Dr Marc Schiltz, 46 ans, est secrétaire général du FNR depuis 2011. (Photo: Luc Deflorenne)

Dr Marc Schiltz, 46 ans, est secrétaire général du FNR depuis 2011. (Photo: Luc Deflorenne)

Au début des années 2000, les CRP Lippmann et Tudor prenaient peu à peu de la consistance, le FNR (créé en 1999) développait ses premières initiatives, la recherche publique germait sur un terrain en friche. «Là où d’autres pays ont eu des décennies voire des siècles pour mettre en place leur secteur public de recherche et d’innovation, le Luxembourg a dû mettre les bouchées doubles pour combler le retard», explique le Dr Marc Schiltz, secrétaire général du FNR. En l’espace d’une décennie, le budget de l’État alloué à la recherche a été multiplié par 10. «Aujourd’hui, nous nous trouvons à un moment charnière tant pour la recherche publique que pour la recherche en général. Nous avons atteint un niveau de maturité qui nous impose de nouvelles responsabilités, mais aussi qui nous ouvre le chemin vers de nombreuses et attrayantes perspectives.»

Les dispositifs réglementaires ont été adaptés et rénovés, les conseils d’administration ont été renouvelés, de nouvelles têtes chapeautent les organigrammes (Gabriel Crean à la tête du List, Rainer Klump, recteur depuis un an de l’Université du Luxembourg), la fusion des CRP Tudor et Lippmann a permis d’atteindre une masse critique de chercheurs (le List compte entre 600 et 700 scientifiques) et, last but not least, «il y a le site de Belval que beaucoup de visiteurs étrangers nous envient». L’écosystème devient biotope...

50/50

La recherche publique a donc bien négocié son premier virage et, déjà, certaines de ses compétences passent les frontières et s’affirment dans l’environnement européen, notamment pour ce qui concerne les domaines de l’ICT et de la biomédecine systémique.

Quant à la recherche privée, la situation est moins réjouissante, «car l’on constate une diminution des investissements privés dans le domaine de la recherche et de l’innovation depuis 2012», explique le Dr Marc Schiltz. «Les chiffres sont toutefois à relativiser, car si la crise a effectivement laissé des traces, il faut savoir qu’un facteur purement technique a également joué, à savoir la modification du mode de calcul. Par ailleurs, certains signes laissent augurer que les investissements repartent lentement à la hausse.»
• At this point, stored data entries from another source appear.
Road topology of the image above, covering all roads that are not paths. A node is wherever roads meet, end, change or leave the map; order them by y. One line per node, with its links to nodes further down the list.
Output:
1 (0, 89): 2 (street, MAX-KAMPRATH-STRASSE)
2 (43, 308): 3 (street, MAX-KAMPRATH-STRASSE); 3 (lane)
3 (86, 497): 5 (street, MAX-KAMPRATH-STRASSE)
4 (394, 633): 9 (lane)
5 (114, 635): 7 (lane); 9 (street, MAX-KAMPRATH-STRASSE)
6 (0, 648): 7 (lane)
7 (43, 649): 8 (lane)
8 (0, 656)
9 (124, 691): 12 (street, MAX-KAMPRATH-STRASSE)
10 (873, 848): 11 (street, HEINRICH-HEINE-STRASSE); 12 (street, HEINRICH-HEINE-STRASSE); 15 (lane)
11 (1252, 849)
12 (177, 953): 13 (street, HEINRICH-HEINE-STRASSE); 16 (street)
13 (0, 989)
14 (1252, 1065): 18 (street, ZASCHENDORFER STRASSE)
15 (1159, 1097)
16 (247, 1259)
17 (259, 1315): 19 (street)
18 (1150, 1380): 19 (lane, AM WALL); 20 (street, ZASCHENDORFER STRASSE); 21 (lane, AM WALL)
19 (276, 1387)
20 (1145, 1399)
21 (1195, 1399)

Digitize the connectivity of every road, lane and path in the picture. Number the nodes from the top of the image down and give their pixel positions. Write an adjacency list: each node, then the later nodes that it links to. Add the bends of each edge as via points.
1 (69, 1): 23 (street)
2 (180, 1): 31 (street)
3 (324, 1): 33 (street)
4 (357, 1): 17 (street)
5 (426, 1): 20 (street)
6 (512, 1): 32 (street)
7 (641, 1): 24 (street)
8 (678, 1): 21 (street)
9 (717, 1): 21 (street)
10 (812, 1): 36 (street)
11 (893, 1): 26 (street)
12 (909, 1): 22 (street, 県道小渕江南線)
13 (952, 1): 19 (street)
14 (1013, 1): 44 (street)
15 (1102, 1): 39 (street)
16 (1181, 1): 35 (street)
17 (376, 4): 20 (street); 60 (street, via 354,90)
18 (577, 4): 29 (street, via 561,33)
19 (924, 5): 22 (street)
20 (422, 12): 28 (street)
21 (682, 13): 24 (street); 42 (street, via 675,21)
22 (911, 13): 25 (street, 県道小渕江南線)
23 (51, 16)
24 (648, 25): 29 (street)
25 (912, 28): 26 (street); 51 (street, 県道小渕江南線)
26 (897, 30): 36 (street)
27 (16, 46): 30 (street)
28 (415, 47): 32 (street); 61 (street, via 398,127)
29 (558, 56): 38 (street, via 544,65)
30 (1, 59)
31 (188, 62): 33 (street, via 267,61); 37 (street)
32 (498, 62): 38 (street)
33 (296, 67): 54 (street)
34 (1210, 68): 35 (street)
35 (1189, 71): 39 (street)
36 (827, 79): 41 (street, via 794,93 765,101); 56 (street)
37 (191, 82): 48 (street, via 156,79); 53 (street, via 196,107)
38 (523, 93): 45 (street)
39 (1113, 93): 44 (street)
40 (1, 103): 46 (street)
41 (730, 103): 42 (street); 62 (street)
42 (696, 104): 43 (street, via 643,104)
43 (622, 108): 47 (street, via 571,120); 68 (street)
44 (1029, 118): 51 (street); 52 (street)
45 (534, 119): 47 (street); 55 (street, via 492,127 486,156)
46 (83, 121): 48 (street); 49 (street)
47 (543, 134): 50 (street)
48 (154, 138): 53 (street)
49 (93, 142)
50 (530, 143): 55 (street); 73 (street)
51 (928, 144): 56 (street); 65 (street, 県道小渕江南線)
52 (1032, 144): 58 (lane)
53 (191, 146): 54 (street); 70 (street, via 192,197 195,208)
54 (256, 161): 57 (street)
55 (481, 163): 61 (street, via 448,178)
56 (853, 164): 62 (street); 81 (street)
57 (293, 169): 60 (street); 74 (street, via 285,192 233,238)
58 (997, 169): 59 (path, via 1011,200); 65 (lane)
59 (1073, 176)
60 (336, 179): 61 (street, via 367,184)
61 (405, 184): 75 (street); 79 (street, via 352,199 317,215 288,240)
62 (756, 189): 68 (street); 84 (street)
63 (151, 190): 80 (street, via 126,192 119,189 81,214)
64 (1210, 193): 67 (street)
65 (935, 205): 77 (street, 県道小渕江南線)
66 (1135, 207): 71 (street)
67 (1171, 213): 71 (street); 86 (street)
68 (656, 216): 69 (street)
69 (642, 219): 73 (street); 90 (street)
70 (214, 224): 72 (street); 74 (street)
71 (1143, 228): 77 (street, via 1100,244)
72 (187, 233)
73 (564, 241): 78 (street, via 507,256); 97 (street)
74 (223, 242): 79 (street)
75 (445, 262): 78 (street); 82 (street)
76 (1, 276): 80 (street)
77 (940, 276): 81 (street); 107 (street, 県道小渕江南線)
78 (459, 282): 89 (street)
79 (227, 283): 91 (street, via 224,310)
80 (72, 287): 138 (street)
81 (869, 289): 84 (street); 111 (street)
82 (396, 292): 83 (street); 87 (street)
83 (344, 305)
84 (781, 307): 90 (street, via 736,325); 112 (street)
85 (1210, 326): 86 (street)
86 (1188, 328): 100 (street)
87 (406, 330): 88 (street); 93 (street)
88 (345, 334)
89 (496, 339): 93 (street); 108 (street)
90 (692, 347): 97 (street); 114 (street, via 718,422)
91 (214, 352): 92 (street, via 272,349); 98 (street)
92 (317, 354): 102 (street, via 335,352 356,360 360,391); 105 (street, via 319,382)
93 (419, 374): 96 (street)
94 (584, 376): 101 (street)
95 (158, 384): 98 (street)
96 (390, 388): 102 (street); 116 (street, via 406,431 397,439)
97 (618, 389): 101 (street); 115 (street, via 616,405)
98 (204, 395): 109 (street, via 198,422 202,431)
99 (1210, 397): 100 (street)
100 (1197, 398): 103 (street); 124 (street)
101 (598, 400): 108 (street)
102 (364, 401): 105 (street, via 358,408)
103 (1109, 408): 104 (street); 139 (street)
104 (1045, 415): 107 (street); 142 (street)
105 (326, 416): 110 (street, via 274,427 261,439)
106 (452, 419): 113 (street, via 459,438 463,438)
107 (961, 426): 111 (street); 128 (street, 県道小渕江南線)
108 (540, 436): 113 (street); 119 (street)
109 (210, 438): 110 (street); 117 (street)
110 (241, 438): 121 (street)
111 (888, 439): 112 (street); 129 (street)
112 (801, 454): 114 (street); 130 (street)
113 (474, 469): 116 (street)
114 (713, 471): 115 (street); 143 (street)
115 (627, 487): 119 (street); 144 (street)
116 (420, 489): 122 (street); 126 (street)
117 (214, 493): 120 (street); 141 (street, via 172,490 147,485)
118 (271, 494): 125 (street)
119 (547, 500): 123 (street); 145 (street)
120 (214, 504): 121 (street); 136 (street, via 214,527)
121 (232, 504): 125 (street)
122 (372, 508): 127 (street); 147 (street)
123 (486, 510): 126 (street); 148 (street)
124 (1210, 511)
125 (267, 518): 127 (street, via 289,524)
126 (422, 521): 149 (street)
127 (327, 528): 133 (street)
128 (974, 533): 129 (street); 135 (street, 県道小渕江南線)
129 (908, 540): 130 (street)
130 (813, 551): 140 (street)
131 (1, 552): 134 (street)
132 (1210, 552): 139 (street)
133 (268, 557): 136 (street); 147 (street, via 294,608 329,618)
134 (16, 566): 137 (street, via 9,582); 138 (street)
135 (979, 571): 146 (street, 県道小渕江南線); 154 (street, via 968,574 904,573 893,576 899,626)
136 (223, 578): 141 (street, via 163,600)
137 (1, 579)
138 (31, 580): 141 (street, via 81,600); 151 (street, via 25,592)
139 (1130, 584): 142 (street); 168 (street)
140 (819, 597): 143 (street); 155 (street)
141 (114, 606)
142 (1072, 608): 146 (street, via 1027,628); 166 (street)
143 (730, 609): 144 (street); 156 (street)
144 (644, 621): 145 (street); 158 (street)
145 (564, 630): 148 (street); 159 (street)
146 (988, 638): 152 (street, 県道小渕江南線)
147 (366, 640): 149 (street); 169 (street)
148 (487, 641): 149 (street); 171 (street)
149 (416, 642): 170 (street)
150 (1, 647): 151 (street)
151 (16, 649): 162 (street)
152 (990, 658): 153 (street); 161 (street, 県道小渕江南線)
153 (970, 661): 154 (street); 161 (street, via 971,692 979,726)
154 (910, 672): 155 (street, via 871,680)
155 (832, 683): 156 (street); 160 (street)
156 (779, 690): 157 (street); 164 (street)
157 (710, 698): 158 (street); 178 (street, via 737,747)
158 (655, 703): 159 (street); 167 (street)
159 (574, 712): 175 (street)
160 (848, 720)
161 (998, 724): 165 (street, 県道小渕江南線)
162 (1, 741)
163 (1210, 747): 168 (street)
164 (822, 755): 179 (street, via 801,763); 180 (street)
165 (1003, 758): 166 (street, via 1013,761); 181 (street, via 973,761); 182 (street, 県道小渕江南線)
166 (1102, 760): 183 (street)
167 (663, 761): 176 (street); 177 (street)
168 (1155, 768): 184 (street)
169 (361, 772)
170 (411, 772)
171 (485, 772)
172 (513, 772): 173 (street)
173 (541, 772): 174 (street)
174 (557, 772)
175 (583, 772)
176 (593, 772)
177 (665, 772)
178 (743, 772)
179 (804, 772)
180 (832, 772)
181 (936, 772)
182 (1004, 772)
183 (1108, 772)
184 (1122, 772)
Aujourd’hui, l’équivalent de 1,4% du PIB du Luxembourg est investi dans la recherche, chiffre stable depuis quelques années. «Mais la part de la recherche publique est plus importante et compense la baisse des investissements dans le privé. Aujourd’hui, la répartition est de 50/50.»

Un rapport Eurostat, publié en 2012, mettait notamment en exergue qu’au Grand-Duché, beaucoup d’entrepreneurs regrettaient le manque de partenariats entre le public et le privé, vu comme la difficulté majeure en matière de développement de leur département de recherche. «Cette année, un rapport de l’OCDE publié en avril formule comme recommandations principales de développer une vision stratégique générale, d’une part, et de favoriser le travail en synergie des acteurs privés et publics, d’autre part. Voici les axes de travail qui vont permettre au secteur de se développer et sur lesquels nous travaillons déjà, en concertation notamment avec le ministère de l’Économie, afin de développer une programmation conjointe, pour soutenir de grands projets de recherche entre des entreprises et des acteurs de la recherche publique.» Les synergies existent et le centre SnT (Security, Reliability and Trust) est révélateur de cette tendance, car après cinq années d’existence, il comptabilise une vingtaine de partenariats avec des entreprises situées sur le territoire luxembourgeois. C’est aussi un des objectifs que s’est fixés le List. Des pistes de réflexion et d’action sont à l’ordre du jour et devraient, à terme, multiplier les opportunités de synergies.

«Nous avons une université, une recherche scientifique, des infrastructures modernes ; tout ceci est gratifiant pour l’image de marque du pays. Oui, mais nous devons maintenant mettre en place une stratégie de développement économique qui tienne compte de nos spécificités.» La taille du pays en est une: «Nous ne pouvons pas nous permettre de faire du saupoudrage. Il nous faut faire des choix, développer une vision cohérente et globale et réfléchir sur les secteurs d’avenir vers lesquels orienter notre politique de recherche.»